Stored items

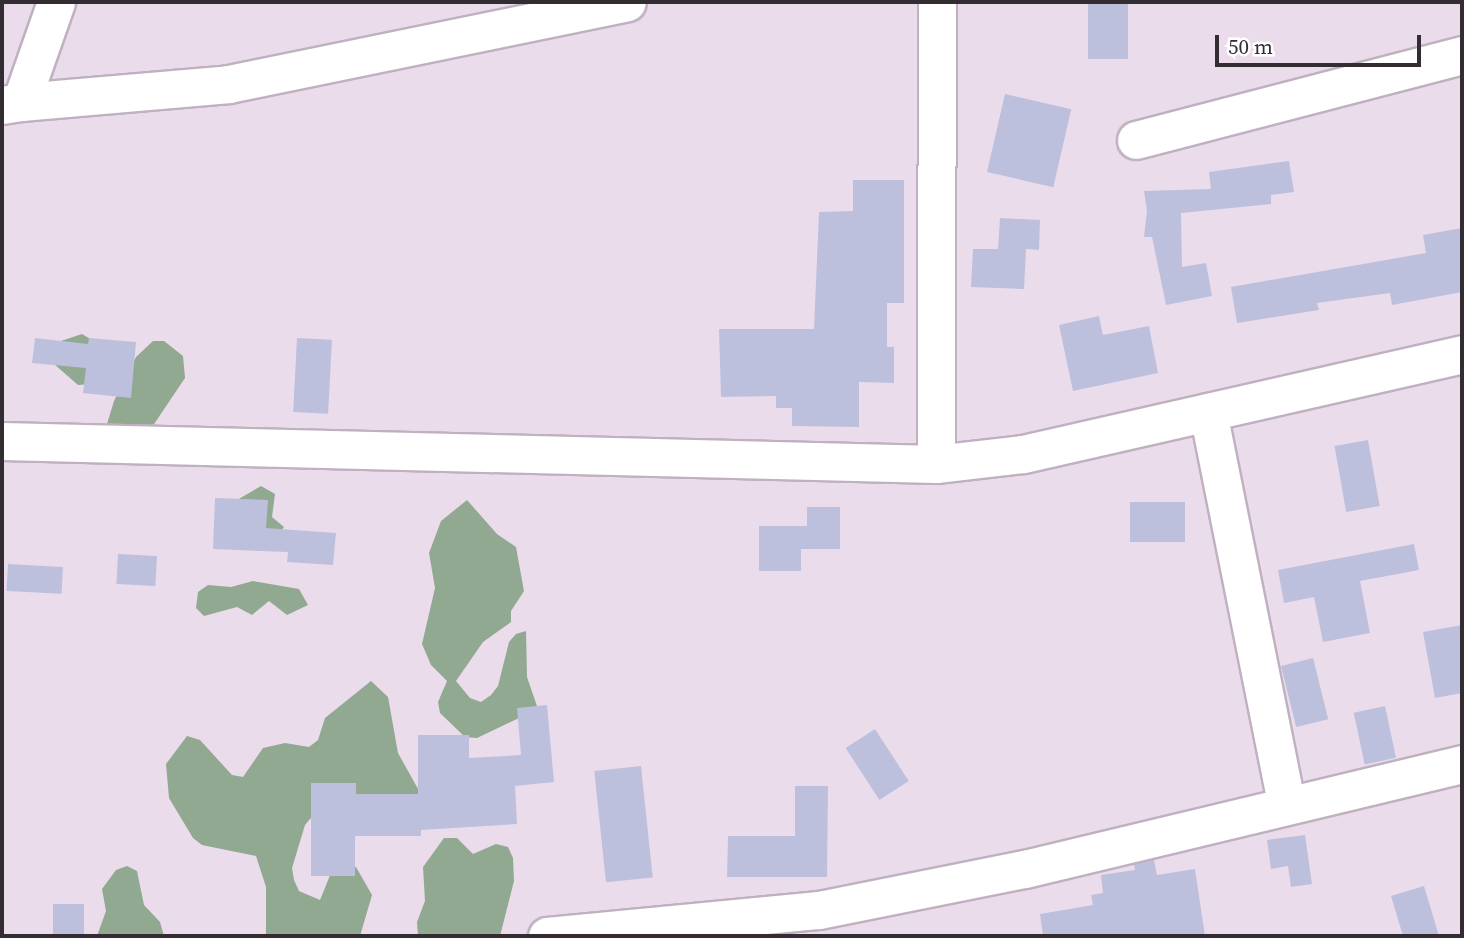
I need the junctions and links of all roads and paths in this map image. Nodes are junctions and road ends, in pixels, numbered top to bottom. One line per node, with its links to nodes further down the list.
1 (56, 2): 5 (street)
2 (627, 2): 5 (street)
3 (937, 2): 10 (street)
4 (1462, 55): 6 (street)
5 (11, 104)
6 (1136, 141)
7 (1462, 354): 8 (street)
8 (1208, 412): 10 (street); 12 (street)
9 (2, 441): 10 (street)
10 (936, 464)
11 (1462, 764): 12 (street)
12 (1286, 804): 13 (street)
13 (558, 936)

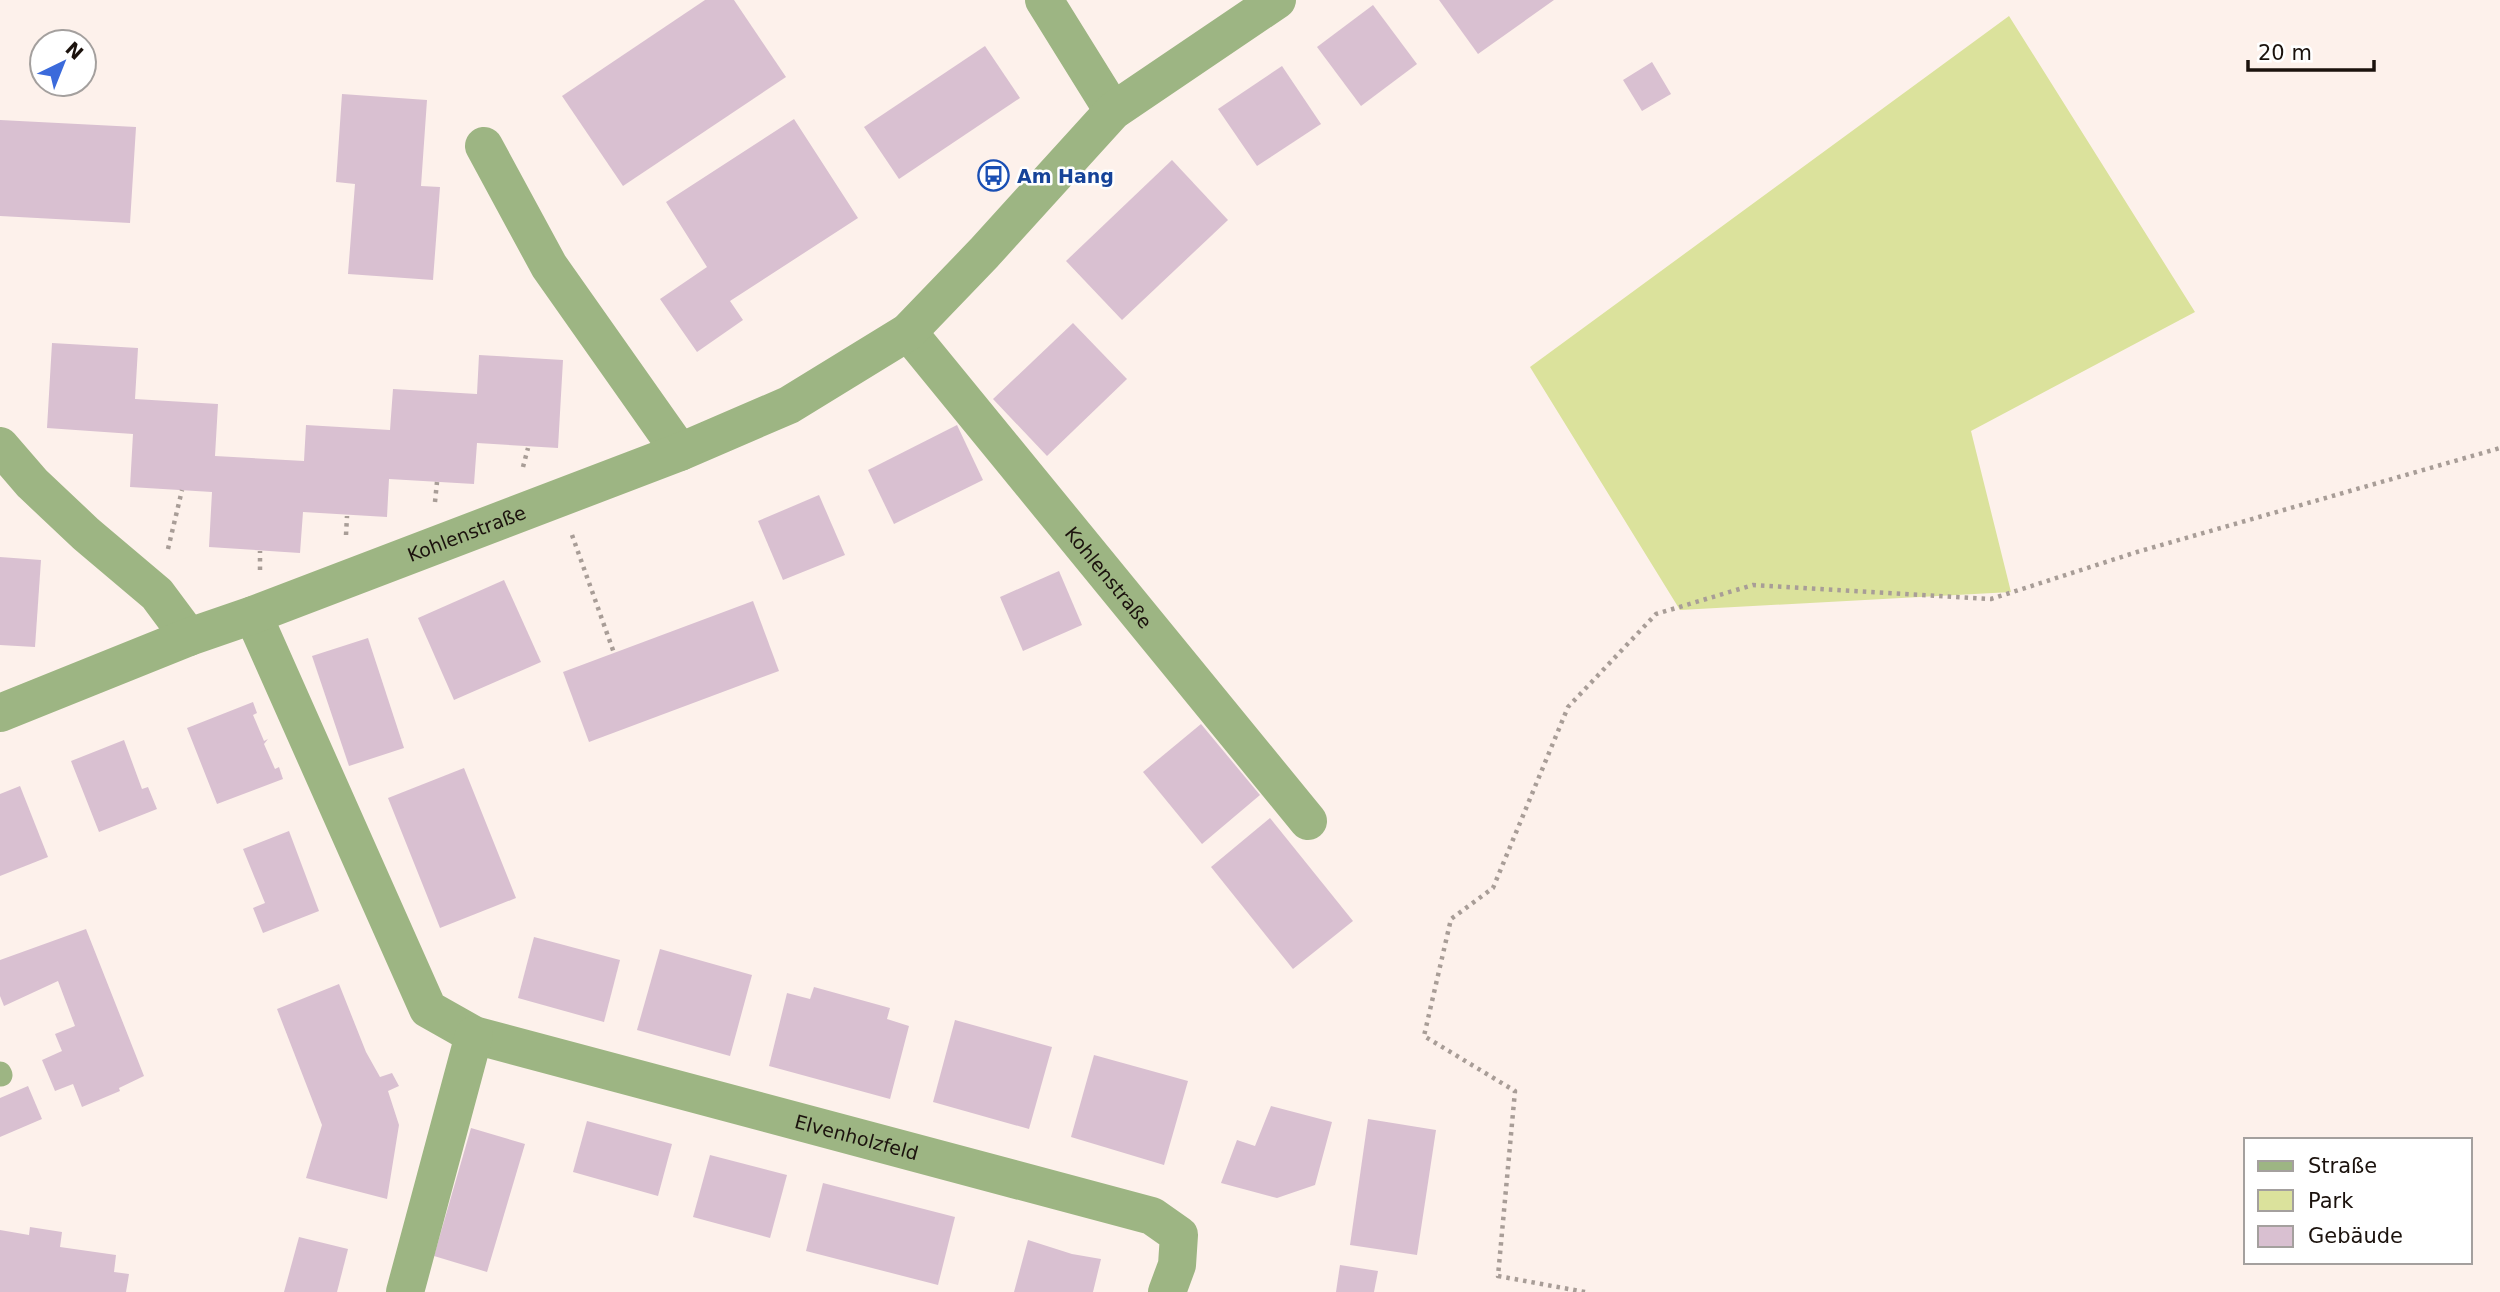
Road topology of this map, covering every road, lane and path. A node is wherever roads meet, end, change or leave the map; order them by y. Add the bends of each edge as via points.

• _WHAT TO WORK ON_
Each entry above should come back word for word, and no picture should come with it.

• _ANSWER BOX_
I need the junctions and links of all roads and paths in this map image. Nodes are junctions and road ends, in pixels, numbered top to bottom. One line per node, with its links to nodes further down the list.
1 (56, 2): 5 (street)
2 (627, 2): 5 (street)
3 (937, 2): 10 (street)
4 (1462, 55): 6 (street)
5 (11, 104)
6 (1136, 141)
7 (1462, 354): 8 (street)
8 (1208, 412): 10 (street); 12 (street)
9 (2, 441): 10 (street)
10 (936, 464)
11 (1462, 764): 12 (street)
12 (1286, 804): 13 (street)
13 (558, 936)

Road topology of this map, covering every road, lane and path. A node is wherever roads meet, end, change or leave the map; order them by y. Add the bends of each edge as via points.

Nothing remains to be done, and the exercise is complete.